Coast Guard Cutter James Rankin sets historic buoy in Patapsco River near Dundalk, Md.

BALTIMORE — The Coast Guard set the historic Francis Scott Key buoy in the Patapsco River near the Francis Scott Key Bridge to kick off the bicentennial celebration of the War of 1812, Friday.

The crew of the Coast Guard Cutter James Rankin, a 175-foot buoy tender homeported at the Coast Guard Yard in Curtis Bay, Md., set the buoy that marks the spot where the ship carrying Francis Scott Key, the author of “The Star-Spangled Banner,” was anchored during the bombardment of Fort McHenry during the War of 1812.

Each year the buoy is set in the spring to mark the historic location of the event, and it is removed in the fall.

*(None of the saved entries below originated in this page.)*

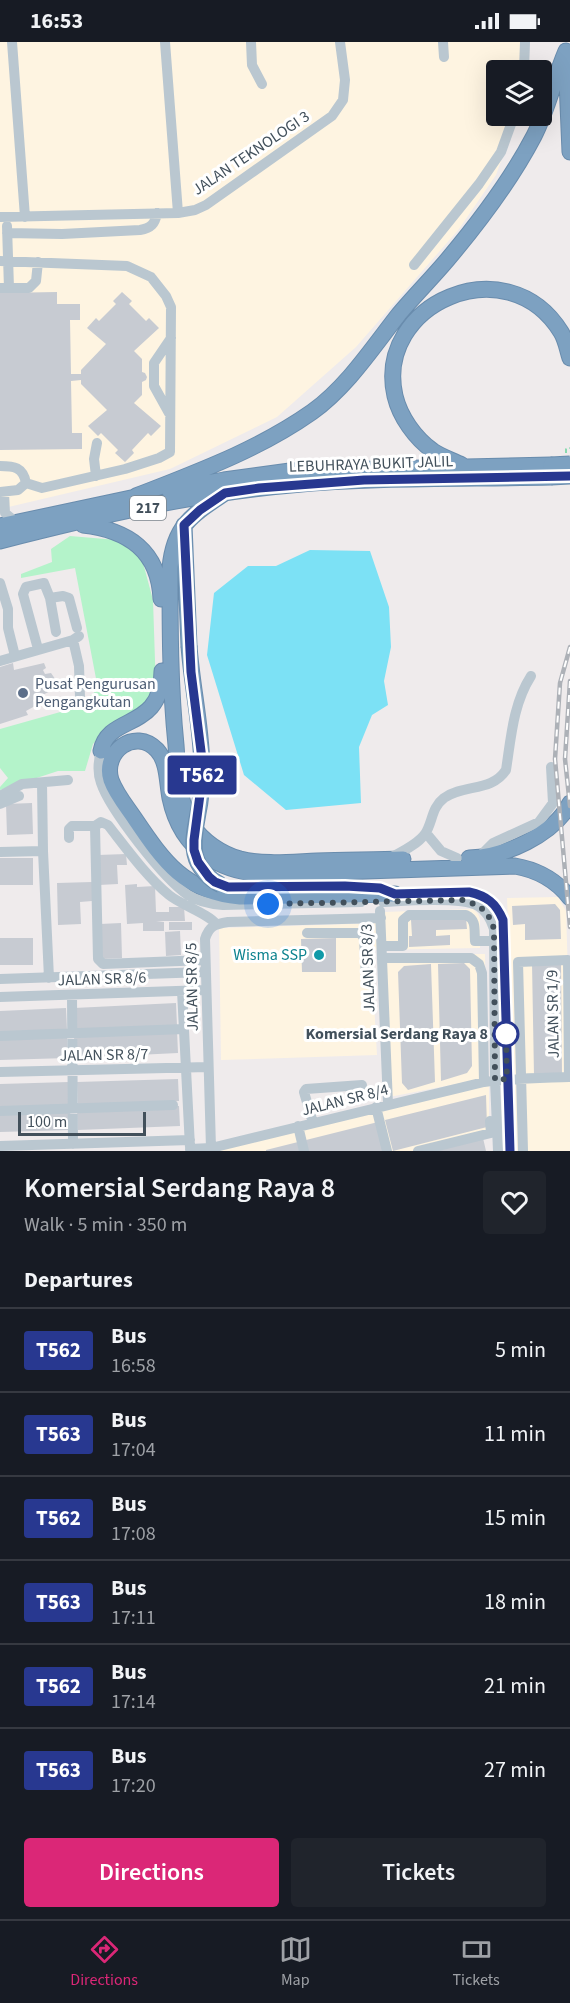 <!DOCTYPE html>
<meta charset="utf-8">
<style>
:root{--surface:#171b24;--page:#20242c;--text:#f1f3f6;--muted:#9ea1a6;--line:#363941;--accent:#db2777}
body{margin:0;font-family:"Source Sans 3",sans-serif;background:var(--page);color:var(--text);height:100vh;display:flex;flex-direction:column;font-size:22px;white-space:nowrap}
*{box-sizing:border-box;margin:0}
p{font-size:20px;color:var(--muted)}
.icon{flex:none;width:33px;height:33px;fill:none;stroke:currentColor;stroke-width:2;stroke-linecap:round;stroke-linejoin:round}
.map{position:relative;height:1109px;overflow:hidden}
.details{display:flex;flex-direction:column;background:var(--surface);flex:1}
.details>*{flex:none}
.badge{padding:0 12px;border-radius:4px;font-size:21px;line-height:39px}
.controls{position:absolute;left:486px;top:18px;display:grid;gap:12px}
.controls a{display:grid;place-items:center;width:66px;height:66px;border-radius:6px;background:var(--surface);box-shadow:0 6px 24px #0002;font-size:30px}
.scale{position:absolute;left:18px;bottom:15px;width:128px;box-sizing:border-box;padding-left:6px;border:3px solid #42505b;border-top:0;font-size:16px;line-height:21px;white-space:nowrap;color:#42505b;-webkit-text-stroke:4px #fff;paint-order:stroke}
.you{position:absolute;width:30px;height:30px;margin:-15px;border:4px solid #fff;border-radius:50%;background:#1a73e8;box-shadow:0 0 0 9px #1a73e833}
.map>.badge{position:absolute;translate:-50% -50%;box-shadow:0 0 0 3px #fff}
h2{padding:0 24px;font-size:22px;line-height:54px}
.round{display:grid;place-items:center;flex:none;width:63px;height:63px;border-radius:6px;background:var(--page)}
.summary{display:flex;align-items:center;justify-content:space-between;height:102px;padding:0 24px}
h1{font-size:28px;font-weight:600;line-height:45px}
.cta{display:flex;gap:12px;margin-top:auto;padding:12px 24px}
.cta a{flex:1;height:69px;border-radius:6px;background:var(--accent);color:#fff;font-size:24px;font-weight:600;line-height:69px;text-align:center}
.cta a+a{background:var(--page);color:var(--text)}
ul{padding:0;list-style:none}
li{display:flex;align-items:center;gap:18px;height:84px;padding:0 24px;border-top:2px solid var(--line)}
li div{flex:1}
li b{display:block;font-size:22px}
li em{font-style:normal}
li .badge{min-width:66px;font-weight:700;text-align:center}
.status{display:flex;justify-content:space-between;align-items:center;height:42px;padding:0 30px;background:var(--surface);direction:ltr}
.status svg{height:16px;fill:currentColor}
.menu{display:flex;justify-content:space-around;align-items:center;height:84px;border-top:2px solid var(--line);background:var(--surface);font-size:16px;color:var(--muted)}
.menu a{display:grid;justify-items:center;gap:3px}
.menu .active{color:var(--accent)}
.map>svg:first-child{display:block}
</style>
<div class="status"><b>16:53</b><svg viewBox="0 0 49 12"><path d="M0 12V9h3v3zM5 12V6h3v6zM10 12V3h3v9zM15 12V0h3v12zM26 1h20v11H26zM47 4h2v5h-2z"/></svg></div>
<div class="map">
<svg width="570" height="1109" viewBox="0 0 570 1109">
<rect width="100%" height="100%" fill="#efebec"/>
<path fill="#fef4e1" d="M0,0h529l-2,28h-31v46h21l-21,59 -37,54 -103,118 -79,70 -107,52 -170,40z
M558,855l8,14 4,127v113h-53l-10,-253z
M473,867l5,5 2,5v29l-109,2 6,105 -156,5 -2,-132 165,-5v-11z
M485,912l2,124 -103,20 -4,-143z
M489,1041v51l-67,17h-216z"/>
<path fill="#b4f3ca" d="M70,494l47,4 25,19 11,41 3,91 -13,19 -34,17 -16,17 -8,27h-27l-58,19v-3l8,-9 -8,-10v-39l78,-22 20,-18 -23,-121 -54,10v-4l31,-12 -1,-13z"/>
<path fill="#7ce1f5" d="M310,508l60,1 19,56 2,40 -7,34 4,24 -16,10 -13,32 2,56 -75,7 -42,-35 -37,-120 7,-62 34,-27h28z"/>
<path fill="#c7cbd2" d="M57,250v12h23v16h-10l1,54h10v-4l25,-26 -19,-16 9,-10 3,3 17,-17 -3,-3 9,-9 10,9 -3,3 17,17 3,-3 10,10 -25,23 8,8v13l3,1 2,4 -1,3 -4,2v13l-8,8 27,23 -10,10 -3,-3 -16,17 2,3 -9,9 -10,-9 3,-3 -17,-17 -3,3 -10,-10 19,-16 -26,-26v-4l-10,1 1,52h10v16l-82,1v-157z
M13,621l1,7 30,-7 2,5 -3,2 2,4 6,-1 9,13 -27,14 2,6 -9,5 2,4 -28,9v-57z
M32,761l1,31 -26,1 -1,-31z
M126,812l1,11h-10l1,19 -19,1 -1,-30z
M0,816h33v27h-33z
M92,840v19l-12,1 1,22 -23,1 -1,-42z
M137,842v3l18,-1 1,26h13v-5h15l1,14h-29l8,1v9h-21v-8l-16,1 -2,-39z
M555,862l5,6 1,29 -36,1v-16l-12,1 -1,-19z
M466,876l1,11 -31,1v6l14,-1v10l-41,2v-11h3l-1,-16z
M169,880h23v8h-23z
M121,881l1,35 -20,1 -2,-35z
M180,889l1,24 -15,1 -1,-24z
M0,896h33v27h-33z
M336,896v34h-34l-1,-33z
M464,921l6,6 2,97 -5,7 -26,8 -3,-117z
M532,921h29l1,112 -28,1z
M431,922l4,118 -27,8 -6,-7 -4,-111 6,-6z
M176,961l1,23 -101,5 -2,-23z
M66,966l1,22 -67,2v-21z
M177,988l1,23 -103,5 -1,-23z
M67,994l1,22 -68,2v-22z
M178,1037l1,22 -101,3 -1,-22z
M69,1040l1,23 -70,2v-23z
M486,1053l1,32 -94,24 -8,-31z
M179,1064l1,20 -102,4 -1,-21z
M70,1067l1,21 -71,2v-21z
M378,1080l7,29h-77l-2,-11z
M483,1096l3,13h-51z
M298,1100l2,9h-34v-1z"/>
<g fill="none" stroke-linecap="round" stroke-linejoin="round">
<g stroke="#698cad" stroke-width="17">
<path id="highway" d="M566,14l4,96
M462,423c-10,-5 -20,-8 -29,-14 -18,-13 -33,-34 -38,-55 -21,-92 112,-151 166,-64 5,8 6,17 9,26
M169,448l55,-10 66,-9 261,-6
M225,451c-33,22 -51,32 -55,75 0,59 0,118 6,177 2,27 2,56 16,80 10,16 30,29 48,34 24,6 51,3 77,2 29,-1 57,-1 86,-2
M136,454c61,-24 122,-46 176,-84 35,-25 61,-65 87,-98 16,-19 33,-36 49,-55 32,-38 63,-79 86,-123 14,-27 20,-57 32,-85
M83,483c45,5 76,26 78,74
M184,483l5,121
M0,484l145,-31
M0,499c94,-24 195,-48 291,-56 86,-8 174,-6 260,-8
M101,709c7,-38 61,-19 61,-80
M469,816c35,-1 85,-23 101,-55
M395,852l-155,3c-55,-5 -76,-35 -105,-78 -8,-12 -19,-25 -24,-39 -9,-28 24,-53 46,-30 11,12 10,33 13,48 11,53 52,77 104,76l241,-8c23,4 41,14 55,32"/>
</g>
<path stroke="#68d49b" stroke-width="1.5" stroke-dasharray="4.5 3" stroke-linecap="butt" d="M566,411v-4l4,-1"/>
<path stroke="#bac7d0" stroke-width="10" d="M12,0l13,175
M165,0l13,171
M251,0l1,23 10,19
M443,0l1,15
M524,28l1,-28
M0,175l178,-4 17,-3 11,-5 126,-89 11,-16 2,-20 -5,-38
M7,184l2,62
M7,191l55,1 78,-4c11,-2 15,-6 17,-17
M0,219l127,5 24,11 15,19 5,11 -1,145 -11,6 -34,11 -83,19 -16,-5
M414,223l65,-81 22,-32 13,-36
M0,246h29l7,-7 2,-19
M169,371l-15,-27v-23l17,-25
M0,424c14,0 23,1 26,17
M96,434l-2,-17 3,-16
M0,450l18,-2 8,-7
M4,450l1,21 11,9
M0,541l8,26v19l7,28
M50,556l13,-2 6,2 8,30
M73,598l6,26 1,31
M38,607l-15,-55 3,-7 18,-4 6,15 6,34
M0,619l73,-21 6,-4
M101,709c-3,11 -4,21 0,32 9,27 63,96 87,112 9,6 24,9 35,10l138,-3
M42,741l1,68 6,127
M0,754l22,-12 46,-4
M0,762l19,-8
M95,784l3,133 5,5 102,-4
M426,791l15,18 16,7
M69,796v-9l3,-3h23l6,-4 7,3c18,23 38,51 61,70 12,10 40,19 47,29
M0,810l43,-1
M479,815l14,-14 46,-21 14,-19 -2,-36
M390,816c11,-6 27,-13 35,-24 8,-12 6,-26 19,-36 20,-14 48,-6 62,-28 5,-32 7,-66 25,-94
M395,852l74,-2c18,4 26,11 34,28l7,231
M383,860c21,-1 79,-6 95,4 9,5 13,14 16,23l1,151 3,71
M380,869l8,193
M307,891h53l4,5 2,41
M382,904h21v-26l6,-5h57c11,5 8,15 9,26h19
M382,916h89l8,6 3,9 2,109
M0,937l205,-7
M182,949l8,156
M72,953l1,149
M0,955l206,-7
M0,994l184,-7
M0,1030l208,-5
M376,1065l11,44
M0,1069l173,-6
M313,1081l-9,-31 2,-3 56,-4
M298,1084l6,25
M0,1104l190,-6
M211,1106l-6,-209c4,-13 10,-15 23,-17l153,-4
M190,1107l21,-1 273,-66c28,-4 56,-4 85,-5l-1,-117 -50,2 5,189
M418,1109l73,-18 -1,-12"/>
<use href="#highway" stroke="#7da1c1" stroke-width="15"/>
<g stroke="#adb1b7" stroke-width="4.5">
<path id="rail" d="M570,605l-10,36 -5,76 15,168
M570,639l-5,78 5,47"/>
</g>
<use href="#rail" stroke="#fff" stroke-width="2" stroke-dasharray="7" stroke-linecap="butt"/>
<g stroke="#698cad" stroke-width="17" stroke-linecap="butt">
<path id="highway-bridge" d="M551,423l19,-1
M551,435l19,-1
M189,604c3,42 13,83 13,125 0,14 -1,28 -4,42 -2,13 -6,27 -3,41 3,14 14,25 26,31"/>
</g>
<use href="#highway-bridge" stroke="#7da1c1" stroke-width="15"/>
</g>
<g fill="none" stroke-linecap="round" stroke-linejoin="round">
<g stroke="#fff" stroke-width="14">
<path id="line" d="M510,1109l-7,-231c-7,-17 -16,-24 -34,-28l-74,2 -15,-6 -35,-2 -117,1 -13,-5 -6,-5 -11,-15 -4,-12v-10l7,-53 1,-28 -11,-87 -7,-147 16,-15 25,-17 34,-5 105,-8 206,-4"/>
</g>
<use href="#line" stroke="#283890" stroke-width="9"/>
<path stroke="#42505b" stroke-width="6" stroke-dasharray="0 10.8" d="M268,862l195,-4c18,6 25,10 31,29l1,151 12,-1 -1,-45"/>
</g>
<circle fill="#5c6f8a" stroke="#fff" stroke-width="2" cx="23" cy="651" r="6"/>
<circle fill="#0f9aa8" stroke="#fff" stroke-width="2" cx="319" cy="913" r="6"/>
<circle fill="#fff" stroke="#283890" stroke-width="3" cx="506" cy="992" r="12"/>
<g text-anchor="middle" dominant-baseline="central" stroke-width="6" stroke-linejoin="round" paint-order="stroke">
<rect fill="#fff" stroke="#7b848c" stroke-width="1.5" x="130" y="454" width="36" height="24" rx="4.5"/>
<g font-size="15" font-weight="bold" fill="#42505b">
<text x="148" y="466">217</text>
</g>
<g font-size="16" fill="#42505b" stroke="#fff">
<text transform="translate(251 111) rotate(-34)">JALAN TEKNOLOGI 3</text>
<text transform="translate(371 422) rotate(-2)">LEBUHRAYA BUKIT JALIL</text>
<text transform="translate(368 926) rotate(-92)">JALAN SR 8/3</text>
<text transform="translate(102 937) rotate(-2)">JALAN SR 8/6</text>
<text transform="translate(192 945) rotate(-91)">JALAN SR 8/5</text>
<text transform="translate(553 972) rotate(-91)">JALAN SR 1/9</text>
<text transform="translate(104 1013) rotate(-1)">JALAN SR 8/7</text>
<text transform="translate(345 1058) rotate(-14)">JALAN SR 8/4</text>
</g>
<g font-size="16" fill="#4e5e75" stroke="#fff" text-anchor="start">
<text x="35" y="642">Pusat Pengurusan<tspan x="35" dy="18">Pengangkutan</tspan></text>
</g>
<g font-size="16" fill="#0d838f" stroke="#fff" text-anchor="end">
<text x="307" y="913">Wisma SSP</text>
</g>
<g font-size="16" font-weight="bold" fill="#42505b" stroke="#fff" text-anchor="end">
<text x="488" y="992">Komersial Serdang Raya 8</text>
</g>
</g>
</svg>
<div class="controls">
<a><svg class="icon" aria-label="layers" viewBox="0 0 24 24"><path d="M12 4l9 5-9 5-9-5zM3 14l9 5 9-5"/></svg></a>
</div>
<div class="scale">100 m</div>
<div class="you" style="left:268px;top:862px"></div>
<b class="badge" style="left:202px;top:733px;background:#283890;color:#fff">T562</b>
</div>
<section class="details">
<div class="summary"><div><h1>Komersial Serdang Raya 8</h1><p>Walk · 5 min · 350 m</p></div><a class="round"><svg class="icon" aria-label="heart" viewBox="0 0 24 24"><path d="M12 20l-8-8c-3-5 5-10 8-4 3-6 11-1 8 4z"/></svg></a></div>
<h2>Departures</h2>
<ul>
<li><span class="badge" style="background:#283890;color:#fff">T562</span><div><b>Bus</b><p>16:58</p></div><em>5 min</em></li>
<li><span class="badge" style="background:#283890;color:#fff">T563</span><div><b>Bus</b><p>17:04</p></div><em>11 min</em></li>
<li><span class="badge" style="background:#283890;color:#fff">T562</span><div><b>Bus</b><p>17:08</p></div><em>15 min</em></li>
<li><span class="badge" style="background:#283890;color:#fff">T563</span><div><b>Bus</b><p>17:11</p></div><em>18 min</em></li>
<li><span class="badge" style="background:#283890;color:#fff">T562</span><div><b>Bus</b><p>17:14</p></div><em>21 min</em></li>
<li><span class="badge" style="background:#283890;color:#fff">T563</span><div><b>Bus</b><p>17:20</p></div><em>27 min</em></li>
</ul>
<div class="cta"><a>Directions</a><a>Tickets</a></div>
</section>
<nav class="menu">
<a class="active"><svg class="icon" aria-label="directions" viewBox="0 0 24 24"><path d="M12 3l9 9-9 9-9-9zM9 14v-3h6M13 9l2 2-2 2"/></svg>Directions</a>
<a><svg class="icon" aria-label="map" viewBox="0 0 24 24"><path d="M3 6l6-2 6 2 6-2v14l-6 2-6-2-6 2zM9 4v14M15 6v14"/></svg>Map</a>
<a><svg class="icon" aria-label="tickets" viewBox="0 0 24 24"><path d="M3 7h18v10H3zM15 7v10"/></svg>Tickets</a>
</nav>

“Placing the Francis Scott Key buoy symbolizes the Coast Guard’s dedication to maritime safety and servicing aids to navigation in the Port of Baltimore,” said Cmdr. John Burns, a member of Coast Guard Sector Baltimore. “For more than 200 years, the Coast Guard has a long and rich military history providing security and facilitating American prosperity through maritime commerce. I cannot think of a more fitting way to kick-off Baltimore’s celebration of the commemoration of the War of 1812, the Star-Spangled Sailabration, than with the re-establishment of the Francis Scott Key buoy.”